In this post, I present to you seven ways to influence up — which, incidentally, work well in individual persuasion situations, too:
1. Speak the language.
How do your targets view their work and their environment? Do they talk about market share, return on investment, return on equity, risk mitigation, competitive advantage, market intelligence, shareholder value, stakeholder opinion, media response, or global presence? Try casting your arguments in your targets’ language. In other words, interpret your goals for acquiring increased development funds in terms of higher market share and make a case for achieving a strong ROI in a brief timespan.
2. Deal in evidence, not opinions.
Assemble the facts and remember that we’re talking about rules, not exceptions. The phrase “the exception proves the rule” means the hare beats the tortoise 999 out of 1,000 times. Frequency of occurrence helps support facts and separate anomalies. Make sure your points are evidence-based and unassailable.
3. Focus on solutions.
Don’t threaten people with an inquisition. Seek ways to rectify and reconcile so that everyone finds the solution satisfying.
Don’t tell people everything you know; tell them only what they need to know.
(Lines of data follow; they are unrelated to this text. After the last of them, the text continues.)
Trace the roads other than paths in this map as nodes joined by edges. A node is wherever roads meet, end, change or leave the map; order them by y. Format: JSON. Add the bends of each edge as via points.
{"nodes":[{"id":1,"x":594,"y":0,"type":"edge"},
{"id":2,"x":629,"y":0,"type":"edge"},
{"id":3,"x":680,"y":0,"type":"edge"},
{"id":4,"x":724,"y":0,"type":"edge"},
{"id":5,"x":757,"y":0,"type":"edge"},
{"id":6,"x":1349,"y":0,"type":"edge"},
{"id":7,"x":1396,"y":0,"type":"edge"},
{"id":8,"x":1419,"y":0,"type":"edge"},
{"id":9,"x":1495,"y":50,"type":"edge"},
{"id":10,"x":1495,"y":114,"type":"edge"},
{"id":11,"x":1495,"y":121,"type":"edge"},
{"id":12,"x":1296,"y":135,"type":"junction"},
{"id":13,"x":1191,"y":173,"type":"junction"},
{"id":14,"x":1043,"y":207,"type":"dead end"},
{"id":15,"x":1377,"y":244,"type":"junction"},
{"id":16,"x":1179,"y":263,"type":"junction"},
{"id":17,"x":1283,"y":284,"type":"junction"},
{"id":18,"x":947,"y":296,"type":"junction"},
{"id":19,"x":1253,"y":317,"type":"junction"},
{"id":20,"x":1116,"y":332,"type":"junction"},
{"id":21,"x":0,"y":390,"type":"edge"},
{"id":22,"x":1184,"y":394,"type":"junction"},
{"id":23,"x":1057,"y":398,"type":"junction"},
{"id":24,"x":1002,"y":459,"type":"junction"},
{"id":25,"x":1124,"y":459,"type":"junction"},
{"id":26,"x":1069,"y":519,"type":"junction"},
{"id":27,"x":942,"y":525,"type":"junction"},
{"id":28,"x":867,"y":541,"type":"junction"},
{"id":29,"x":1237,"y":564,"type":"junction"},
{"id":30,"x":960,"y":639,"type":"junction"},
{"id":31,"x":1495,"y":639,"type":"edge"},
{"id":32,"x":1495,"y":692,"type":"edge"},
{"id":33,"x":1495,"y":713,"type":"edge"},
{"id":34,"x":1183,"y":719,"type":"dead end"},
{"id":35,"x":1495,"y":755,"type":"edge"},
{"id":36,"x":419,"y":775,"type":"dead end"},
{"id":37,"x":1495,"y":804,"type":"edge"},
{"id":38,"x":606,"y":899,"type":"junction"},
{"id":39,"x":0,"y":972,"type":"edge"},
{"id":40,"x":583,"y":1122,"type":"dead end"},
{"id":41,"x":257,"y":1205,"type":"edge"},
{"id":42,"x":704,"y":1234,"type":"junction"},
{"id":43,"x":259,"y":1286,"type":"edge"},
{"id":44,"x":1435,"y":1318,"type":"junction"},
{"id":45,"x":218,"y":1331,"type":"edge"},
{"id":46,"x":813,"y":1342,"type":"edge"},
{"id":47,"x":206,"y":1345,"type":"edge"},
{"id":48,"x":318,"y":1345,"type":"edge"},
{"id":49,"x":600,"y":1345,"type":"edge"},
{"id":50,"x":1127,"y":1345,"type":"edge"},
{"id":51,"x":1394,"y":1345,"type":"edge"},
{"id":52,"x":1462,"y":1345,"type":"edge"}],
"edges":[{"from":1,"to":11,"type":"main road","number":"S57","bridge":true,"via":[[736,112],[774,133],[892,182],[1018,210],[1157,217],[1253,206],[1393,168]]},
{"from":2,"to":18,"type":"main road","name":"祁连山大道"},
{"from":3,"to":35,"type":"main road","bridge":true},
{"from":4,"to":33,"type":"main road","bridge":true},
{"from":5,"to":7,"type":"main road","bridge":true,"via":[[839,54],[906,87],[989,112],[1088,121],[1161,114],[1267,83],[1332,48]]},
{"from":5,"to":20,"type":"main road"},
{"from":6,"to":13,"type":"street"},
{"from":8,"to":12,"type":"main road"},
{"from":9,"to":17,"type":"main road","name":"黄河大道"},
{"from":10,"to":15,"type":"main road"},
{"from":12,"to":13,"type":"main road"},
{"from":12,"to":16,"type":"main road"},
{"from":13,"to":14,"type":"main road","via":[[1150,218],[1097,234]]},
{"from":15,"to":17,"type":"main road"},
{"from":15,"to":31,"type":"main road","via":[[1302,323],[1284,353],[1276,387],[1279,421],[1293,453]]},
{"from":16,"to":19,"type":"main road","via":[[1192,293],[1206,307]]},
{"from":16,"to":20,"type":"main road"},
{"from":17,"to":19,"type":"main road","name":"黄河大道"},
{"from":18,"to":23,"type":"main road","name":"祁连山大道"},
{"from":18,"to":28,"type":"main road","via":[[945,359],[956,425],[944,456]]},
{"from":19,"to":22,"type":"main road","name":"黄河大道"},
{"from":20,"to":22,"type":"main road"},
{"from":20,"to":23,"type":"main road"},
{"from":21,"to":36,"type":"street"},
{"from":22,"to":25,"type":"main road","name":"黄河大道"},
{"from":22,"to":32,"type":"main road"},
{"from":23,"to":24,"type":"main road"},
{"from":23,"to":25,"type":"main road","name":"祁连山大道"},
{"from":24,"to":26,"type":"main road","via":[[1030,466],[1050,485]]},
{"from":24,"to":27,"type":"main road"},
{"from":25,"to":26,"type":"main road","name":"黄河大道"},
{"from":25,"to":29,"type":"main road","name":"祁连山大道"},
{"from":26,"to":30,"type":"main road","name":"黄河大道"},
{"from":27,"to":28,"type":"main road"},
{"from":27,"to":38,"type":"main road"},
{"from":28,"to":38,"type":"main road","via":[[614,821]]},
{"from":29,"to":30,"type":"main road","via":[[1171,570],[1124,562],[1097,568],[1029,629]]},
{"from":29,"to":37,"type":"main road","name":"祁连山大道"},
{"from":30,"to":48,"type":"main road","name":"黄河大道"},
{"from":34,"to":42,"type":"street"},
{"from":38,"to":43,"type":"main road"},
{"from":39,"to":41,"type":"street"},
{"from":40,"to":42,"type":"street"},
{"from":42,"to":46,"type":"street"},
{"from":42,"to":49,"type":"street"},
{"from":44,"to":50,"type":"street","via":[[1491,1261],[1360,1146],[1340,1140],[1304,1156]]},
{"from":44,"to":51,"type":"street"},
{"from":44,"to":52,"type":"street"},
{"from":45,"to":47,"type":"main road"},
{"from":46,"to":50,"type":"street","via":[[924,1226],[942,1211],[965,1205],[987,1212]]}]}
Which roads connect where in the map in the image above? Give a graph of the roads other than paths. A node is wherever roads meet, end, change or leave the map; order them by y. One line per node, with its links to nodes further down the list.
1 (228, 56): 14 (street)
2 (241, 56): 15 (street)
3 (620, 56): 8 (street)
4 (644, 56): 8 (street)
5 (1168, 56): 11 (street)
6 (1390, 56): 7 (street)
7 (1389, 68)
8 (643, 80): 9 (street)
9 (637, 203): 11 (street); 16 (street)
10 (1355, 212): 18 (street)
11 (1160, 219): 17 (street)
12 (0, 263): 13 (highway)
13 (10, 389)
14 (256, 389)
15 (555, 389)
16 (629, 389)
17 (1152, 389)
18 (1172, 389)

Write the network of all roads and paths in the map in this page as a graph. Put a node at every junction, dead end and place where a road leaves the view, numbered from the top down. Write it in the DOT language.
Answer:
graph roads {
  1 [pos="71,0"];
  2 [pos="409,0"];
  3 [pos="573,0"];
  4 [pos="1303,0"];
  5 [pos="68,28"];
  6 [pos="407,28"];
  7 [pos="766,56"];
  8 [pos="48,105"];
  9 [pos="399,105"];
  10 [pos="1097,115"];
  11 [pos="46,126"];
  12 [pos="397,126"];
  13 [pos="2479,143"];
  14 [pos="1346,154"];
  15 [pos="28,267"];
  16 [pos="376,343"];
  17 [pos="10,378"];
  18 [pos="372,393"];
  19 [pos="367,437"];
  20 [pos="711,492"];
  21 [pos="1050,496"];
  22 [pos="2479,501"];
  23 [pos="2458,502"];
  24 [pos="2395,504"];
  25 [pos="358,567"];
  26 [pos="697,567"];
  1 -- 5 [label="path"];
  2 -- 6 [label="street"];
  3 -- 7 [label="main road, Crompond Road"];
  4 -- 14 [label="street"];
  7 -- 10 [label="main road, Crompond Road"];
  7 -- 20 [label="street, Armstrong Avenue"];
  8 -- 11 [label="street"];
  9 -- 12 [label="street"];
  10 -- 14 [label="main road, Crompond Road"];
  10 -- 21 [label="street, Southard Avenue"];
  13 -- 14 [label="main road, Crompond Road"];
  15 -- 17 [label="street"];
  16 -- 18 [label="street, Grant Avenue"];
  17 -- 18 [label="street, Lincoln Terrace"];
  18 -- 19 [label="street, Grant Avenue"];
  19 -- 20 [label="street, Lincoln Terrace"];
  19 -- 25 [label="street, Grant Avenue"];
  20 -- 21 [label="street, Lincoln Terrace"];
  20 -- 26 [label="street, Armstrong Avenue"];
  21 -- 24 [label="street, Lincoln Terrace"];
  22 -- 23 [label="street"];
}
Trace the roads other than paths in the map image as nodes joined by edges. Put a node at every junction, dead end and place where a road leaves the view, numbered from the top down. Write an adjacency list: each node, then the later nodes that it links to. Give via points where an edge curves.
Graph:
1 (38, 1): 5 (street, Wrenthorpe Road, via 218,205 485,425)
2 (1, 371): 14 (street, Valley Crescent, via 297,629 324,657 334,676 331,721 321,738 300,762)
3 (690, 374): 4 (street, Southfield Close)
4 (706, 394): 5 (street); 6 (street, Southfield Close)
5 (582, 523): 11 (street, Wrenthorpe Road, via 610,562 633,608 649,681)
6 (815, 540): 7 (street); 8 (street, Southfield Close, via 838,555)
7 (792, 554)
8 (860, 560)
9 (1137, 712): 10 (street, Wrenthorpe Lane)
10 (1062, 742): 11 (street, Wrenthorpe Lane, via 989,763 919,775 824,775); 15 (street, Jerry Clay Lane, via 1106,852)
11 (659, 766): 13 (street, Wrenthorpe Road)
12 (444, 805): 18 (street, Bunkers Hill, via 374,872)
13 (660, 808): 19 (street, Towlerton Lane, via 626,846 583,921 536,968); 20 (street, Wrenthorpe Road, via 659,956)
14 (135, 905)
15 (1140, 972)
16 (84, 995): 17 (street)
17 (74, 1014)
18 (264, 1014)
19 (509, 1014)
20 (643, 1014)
You need your targets’ attention, not their captivity. So ensure that you can succinctly state your case in a minimum number of words and allocated amount of time. Which brings us to…
5. Manage the clock.
If you end a meeting 10 minutes early, nobody is going to complain. But if you’re running over the allocated time by two minutes, people will rapidly lose interest — even if you held their undivided attention three minutes ago. To avoid that, work backwards, allowing the final 10 minutes of a designated timeframe to be used to develop consensus, determine next steps, set times and dates, and allocate accountabilities. These are busy people, and they have other places to be and people to see.
6. Stand your ground.
Maintain the courage of your position, meaning that while you should remain open to other views and even criticism, don’t back down in the face of strong opposition or peer pressure. People are most prone to follow both formal and informal leaders who can take the heat and lead the way through ambiguity and resistance.
7. Relish the contrarian position.
“Yes men” are abundant in organizations, and they usually attempt to side with the status quo to remain in the boss’s good graces. If you want to truly succeed at persuasion, be willing to stand out and be identified as someone with ideas that don’t adhere to the overused slogan, “That’s how we’ve always done things.”
These best practices to “influence up” are based on boldness and brevity, which strong senior people tend to appreciate and respond to positively. Remember, the people with whom you are dealing in group persuasion environments are paid to achieve results, and the quickest, most obvious roads to that success will strike harmonious chords. So make your case in their language with an outcome-based focus in as brief a time as possible.